Your assignment — Pull each line with the string "pixels" from the entries.
::: Exercise data :::
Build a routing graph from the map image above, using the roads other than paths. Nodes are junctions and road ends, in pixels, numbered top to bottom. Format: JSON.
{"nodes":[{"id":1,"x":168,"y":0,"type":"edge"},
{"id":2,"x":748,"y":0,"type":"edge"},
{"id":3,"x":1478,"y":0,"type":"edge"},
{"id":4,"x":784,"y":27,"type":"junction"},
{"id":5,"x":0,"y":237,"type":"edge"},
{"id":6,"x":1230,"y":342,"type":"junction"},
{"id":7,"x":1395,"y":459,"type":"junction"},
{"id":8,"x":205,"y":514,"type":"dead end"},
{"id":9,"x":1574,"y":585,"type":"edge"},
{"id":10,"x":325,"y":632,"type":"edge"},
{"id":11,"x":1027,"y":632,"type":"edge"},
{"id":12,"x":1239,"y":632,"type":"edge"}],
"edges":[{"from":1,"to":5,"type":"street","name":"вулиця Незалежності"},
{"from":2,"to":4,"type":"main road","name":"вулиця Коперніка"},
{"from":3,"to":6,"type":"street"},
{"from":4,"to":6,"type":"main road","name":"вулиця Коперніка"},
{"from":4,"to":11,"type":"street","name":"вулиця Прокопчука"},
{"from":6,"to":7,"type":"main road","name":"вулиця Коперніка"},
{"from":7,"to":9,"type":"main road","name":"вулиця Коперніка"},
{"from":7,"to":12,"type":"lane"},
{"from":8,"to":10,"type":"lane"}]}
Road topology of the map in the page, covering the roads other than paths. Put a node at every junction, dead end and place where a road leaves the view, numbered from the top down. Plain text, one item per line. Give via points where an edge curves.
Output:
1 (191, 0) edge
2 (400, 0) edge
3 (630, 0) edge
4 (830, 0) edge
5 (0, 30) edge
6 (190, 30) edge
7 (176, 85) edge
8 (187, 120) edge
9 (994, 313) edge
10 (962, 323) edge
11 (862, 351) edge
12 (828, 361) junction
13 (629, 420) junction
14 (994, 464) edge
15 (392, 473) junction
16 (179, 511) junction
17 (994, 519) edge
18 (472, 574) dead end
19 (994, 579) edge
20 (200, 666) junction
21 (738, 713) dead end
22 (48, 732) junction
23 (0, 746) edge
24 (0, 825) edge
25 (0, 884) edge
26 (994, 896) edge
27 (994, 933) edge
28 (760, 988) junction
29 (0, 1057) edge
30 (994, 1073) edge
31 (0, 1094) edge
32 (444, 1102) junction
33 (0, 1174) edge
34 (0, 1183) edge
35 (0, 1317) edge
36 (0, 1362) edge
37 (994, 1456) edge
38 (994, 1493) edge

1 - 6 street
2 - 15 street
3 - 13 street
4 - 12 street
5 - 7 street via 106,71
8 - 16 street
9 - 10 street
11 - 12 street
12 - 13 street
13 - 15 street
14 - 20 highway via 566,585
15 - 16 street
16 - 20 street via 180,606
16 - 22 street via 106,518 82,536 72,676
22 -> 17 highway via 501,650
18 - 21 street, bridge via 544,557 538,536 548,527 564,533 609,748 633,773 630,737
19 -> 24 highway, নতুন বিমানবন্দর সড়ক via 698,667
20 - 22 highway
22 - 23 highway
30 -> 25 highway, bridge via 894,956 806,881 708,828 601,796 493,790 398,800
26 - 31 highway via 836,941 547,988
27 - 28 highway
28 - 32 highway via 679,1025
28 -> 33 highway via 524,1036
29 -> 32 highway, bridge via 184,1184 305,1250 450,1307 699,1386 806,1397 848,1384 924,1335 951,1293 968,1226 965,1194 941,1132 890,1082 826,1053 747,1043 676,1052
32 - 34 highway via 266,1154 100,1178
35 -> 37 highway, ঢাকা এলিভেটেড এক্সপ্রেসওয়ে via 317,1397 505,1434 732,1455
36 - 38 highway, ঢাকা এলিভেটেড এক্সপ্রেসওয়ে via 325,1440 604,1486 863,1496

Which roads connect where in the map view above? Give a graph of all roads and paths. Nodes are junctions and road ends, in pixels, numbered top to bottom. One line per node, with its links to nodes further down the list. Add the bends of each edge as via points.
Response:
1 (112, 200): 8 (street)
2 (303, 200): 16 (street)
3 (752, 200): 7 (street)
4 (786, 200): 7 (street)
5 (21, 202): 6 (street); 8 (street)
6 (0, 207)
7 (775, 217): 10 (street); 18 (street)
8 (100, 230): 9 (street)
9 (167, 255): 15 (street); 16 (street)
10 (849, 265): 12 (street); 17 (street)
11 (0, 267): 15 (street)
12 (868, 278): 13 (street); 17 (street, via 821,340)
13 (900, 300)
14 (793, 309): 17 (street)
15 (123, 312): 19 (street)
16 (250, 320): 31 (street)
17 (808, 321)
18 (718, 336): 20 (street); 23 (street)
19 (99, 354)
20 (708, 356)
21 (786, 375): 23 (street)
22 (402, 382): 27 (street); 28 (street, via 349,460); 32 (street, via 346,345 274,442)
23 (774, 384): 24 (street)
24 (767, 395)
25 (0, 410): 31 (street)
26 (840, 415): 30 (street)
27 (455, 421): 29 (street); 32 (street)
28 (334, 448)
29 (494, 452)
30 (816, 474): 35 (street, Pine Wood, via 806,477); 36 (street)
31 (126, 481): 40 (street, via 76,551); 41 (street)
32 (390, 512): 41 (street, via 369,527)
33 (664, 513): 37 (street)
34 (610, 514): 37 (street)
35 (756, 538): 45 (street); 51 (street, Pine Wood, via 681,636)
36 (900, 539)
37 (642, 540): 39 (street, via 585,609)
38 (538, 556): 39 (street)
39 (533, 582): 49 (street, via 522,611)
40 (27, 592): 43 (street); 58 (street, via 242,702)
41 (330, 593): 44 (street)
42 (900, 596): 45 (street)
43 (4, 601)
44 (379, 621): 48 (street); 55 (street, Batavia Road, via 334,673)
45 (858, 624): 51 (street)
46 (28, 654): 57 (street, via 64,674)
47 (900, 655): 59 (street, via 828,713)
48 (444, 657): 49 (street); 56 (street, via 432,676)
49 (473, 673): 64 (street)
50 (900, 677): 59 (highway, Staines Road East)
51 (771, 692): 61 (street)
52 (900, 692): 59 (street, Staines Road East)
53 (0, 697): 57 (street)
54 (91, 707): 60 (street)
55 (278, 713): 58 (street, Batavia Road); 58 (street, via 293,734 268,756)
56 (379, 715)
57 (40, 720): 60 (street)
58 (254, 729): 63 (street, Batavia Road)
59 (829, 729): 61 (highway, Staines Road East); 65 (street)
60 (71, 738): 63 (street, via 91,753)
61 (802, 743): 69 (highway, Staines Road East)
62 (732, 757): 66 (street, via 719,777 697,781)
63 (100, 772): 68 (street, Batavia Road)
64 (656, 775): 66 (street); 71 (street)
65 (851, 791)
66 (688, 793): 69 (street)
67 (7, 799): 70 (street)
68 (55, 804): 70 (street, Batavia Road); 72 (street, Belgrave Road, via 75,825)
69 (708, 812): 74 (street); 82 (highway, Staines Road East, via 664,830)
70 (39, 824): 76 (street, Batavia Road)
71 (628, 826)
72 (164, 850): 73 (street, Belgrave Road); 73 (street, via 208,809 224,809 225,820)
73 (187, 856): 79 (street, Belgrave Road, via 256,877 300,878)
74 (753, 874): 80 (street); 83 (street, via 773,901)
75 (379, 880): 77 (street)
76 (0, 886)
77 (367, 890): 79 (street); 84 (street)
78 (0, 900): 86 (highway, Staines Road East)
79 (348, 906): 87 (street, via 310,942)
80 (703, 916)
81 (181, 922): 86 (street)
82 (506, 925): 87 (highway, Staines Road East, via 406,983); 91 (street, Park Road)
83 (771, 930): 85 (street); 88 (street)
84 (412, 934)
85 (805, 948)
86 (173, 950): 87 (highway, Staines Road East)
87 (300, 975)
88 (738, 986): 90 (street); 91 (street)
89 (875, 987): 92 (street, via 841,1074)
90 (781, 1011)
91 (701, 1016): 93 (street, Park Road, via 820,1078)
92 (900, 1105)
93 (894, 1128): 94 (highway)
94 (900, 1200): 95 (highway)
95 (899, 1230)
:::
Reply —
Build a routing graph from the map image above, using the roads other than paths. Nodes are junctions and road ends, in pixels, numbered top to bottom. Format: JSON.
Which roads connect where in the map view above? Give a graph of all roads and paths. Nodes are junctions and road ends, in pixels, numbered top to bottom. One line per node, with its links to nodes further down the list. Add the bends of each edge as via points.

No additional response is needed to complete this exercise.